My research interests bridge the areas of organometallic and organic chemistry where we prepare discrete early transition metal and lanthanide complexes for use in the atom-economic, catalytic synthesis of amines. In particular, we are interested in new approaches for the synthesis of chiral ligands for early transition metal and lanthanide complexation suitable for enantioselective transformations.

Our group has developed specialized expertise in the exploitation of easily prepared and modular amidate ligand sets. Upon complexation, the unique electronic characteristics of these ligands promote the formation of very electrophilic metal centers that display promising reactivity in both C-N (hydroamination), C-C (the direct alkylation of amines) bond formation and the ring-opening polymerization of lactones.

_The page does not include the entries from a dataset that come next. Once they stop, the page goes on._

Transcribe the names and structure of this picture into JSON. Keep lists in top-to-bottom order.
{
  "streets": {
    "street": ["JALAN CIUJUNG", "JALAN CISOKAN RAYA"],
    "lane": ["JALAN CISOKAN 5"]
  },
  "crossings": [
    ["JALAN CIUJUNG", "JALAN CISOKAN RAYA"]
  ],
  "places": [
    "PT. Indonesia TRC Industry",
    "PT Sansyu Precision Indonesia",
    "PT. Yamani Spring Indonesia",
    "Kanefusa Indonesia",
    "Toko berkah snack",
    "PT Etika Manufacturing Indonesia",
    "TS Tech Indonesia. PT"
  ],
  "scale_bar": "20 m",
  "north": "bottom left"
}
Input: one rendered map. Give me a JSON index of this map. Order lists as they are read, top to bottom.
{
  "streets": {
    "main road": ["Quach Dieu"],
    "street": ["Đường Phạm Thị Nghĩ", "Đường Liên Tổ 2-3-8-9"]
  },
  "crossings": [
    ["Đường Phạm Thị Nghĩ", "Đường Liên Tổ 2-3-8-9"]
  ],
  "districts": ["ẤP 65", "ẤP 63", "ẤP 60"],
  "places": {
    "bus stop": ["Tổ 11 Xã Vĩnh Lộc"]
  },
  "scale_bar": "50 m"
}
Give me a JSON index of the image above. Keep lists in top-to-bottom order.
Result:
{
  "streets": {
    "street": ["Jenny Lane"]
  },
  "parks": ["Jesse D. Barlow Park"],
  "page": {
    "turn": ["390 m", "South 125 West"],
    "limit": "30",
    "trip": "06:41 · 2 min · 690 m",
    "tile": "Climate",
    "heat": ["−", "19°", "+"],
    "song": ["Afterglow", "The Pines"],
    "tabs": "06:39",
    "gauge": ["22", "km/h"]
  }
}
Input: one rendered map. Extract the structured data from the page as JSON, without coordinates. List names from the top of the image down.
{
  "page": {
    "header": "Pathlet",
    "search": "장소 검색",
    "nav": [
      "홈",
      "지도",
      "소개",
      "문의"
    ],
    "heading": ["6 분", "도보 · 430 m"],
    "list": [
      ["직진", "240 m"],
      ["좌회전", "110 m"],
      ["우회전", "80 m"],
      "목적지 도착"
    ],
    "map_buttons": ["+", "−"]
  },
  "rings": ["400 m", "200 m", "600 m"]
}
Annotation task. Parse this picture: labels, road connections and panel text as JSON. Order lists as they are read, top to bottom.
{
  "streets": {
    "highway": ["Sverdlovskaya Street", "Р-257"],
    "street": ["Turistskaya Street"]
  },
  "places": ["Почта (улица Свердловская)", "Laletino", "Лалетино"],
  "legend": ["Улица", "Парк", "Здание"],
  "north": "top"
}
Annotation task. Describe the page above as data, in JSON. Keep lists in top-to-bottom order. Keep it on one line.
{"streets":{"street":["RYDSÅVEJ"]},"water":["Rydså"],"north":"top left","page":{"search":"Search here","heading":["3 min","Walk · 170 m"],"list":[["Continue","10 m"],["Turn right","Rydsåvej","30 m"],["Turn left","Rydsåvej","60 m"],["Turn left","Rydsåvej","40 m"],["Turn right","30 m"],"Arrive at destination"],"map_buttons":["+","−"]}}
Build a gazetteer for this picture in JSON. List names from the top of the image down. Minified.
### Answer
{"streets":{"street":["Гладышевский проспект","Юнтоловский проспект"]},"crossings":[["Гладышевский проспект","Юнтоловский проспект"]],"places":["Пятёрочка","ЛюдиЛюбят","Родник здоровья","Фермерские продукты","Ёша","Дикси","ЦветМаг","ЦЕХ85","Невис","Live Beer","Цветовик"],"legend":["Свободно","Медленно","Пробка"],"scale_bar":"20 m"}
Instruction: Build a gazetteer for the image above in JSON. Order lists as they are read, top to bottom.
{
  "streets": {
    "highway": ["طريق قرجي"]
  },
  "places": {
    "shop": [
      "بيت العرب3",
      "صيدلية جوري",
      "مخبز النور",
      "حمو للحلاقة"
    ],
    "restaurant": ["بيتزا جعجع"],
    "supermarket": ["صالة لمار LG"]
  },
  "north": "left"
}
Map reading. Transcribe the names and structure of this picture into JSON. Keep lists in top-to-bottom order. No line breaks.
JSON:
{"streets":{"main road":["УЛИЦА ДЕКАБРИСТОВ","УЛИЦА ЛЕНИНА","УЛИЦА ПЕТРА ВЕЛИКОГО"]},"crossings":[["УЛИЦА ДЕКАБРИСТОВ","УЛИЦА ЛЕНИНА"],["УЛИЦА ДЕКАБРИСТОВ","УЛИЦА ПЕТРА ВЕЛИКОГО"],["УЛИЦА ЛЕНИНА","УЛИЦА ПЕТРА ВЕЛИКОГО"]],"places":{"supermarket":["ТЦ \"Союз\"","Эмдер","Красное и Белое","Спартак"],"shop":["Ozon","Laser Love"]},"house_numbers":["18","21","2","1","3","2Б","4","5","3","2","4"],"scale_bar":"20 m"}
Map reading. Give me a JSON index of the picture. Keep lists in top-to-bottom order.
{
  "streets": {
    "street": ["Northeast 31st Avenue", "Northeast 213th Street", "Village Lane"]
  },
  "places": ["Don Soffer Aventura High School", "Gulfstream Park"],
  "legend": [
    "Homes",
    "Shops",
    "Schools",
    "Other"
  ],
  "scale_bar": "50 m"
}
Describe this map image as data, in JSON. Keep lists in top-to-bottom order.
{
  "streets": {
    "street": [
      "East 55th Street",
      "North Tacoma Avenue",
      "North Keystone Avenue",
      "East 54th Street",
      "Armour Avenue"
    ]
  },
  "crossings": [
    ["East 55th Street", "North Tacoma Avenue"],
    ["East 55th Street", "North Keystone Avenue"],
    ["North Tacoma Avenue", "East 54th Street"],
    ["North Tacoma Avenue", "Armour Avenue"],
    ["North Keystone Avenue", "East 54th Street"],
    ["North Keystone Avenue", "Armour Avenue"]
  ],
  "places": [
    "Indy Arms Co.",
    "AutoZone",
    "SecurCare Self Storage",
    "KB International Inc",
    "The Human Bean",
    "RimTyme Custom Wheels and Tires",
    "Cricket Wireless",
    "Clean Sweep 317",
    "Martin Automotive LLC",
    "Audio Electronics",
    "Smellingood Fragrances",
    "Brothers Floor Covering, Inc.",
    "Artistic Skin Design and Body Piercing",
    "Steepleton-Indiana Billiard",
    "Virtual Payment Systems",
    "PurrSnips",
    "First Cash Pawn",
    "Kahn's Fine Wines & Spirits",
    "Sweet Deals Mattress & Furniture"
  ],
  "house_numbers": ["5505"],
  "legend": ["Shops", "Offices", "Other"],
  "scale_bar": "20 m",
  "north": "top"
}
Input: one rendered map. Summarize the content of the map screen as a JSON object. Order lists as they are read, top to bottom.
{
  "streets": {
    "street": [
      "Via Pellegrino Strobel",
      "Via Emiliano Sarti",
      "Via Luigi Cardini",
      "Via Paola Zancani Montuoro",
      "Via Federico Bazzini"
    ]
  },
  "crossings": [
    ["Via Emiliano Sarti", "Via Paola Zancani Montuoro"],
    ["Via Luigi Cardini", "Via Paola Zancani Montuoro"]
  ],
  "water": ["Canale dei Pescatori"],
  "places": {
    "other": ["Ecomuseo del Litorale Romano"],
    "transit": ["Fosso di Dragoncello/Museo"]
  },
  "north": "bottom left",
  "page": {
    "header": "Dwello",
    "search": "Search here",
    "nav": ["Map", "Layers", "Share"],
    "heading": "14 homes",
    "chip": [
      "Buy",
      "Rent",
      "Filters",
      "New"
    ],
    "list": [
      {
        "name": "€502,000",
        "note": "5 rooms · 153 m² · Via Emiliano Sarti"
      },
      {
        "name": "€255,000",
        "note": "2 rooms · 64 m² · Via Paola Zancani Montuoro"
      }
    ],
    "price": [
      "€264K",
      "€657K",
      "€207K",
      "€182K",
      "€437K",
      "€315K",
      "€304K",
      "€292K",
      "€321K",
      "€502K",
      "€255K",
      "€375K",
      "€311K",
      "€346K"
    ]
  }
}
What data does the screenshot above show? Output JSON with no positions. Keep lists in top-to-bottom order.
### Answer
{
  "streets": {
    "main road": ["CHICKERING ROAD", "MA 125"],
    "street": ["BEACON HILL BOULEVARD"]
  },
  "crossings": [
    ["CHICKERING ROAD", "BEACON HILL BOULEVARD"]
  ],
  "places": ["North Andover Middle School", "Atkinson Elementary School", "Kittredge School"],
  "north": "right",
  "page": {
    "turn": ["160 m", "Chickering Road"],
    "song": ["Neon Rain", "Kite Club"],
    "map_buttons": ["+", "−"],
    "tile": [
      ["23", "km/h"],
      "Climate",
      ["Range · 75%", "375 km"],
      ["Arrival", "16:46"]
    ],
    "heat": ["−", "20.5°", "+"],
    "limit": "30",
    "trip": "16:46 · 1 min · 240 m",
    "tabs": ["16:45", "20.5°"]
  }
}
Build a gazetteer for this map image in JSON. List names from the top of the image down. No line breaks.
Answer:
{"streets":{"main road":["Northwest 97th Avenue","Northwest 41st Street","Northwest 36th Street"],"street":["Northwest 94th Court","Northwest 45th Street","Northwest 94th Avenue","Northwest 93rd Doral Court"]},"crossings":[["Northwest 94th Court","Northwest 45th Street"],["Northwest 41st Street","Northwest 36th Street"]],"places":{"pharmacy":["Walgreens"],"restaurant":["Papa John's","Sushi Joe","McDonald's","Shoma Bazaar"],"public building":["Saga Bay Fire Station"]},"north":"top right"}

There are three general areas of catalysis research:

1) New N,O Chelated Organometallic Complexes for
Group 4 and Lanthanide Mediated Hydroamination Catalysis

2) New N,O Chelated Organometallic Complexes for the direct alkylation of amines (the hydroaminoalkylation reaction).

2) New N,O Chelated Organometallic Complexes for the catalytic synthesis of biodegradable polymers via ring-opening polymerization of lactones.

The fundamental research of the organometallic chemistry of these new complexes provides the foundation for the program. The motivation is the application of these complexes toward small molecule organic chemistry, in which elucidation of mechanistic detail is a key focus. Researchers involved in this work will become trained in a wide range of synthetic skills. The organometallic portions of the projects will demand development of air-sensitive handling techniques while the applications portion will build organic chemistry laboratory skills. The focus on enantioselective methodology will ensure familiarity with chiral techniques (e.g. determination of optical purity, chiral resolutions).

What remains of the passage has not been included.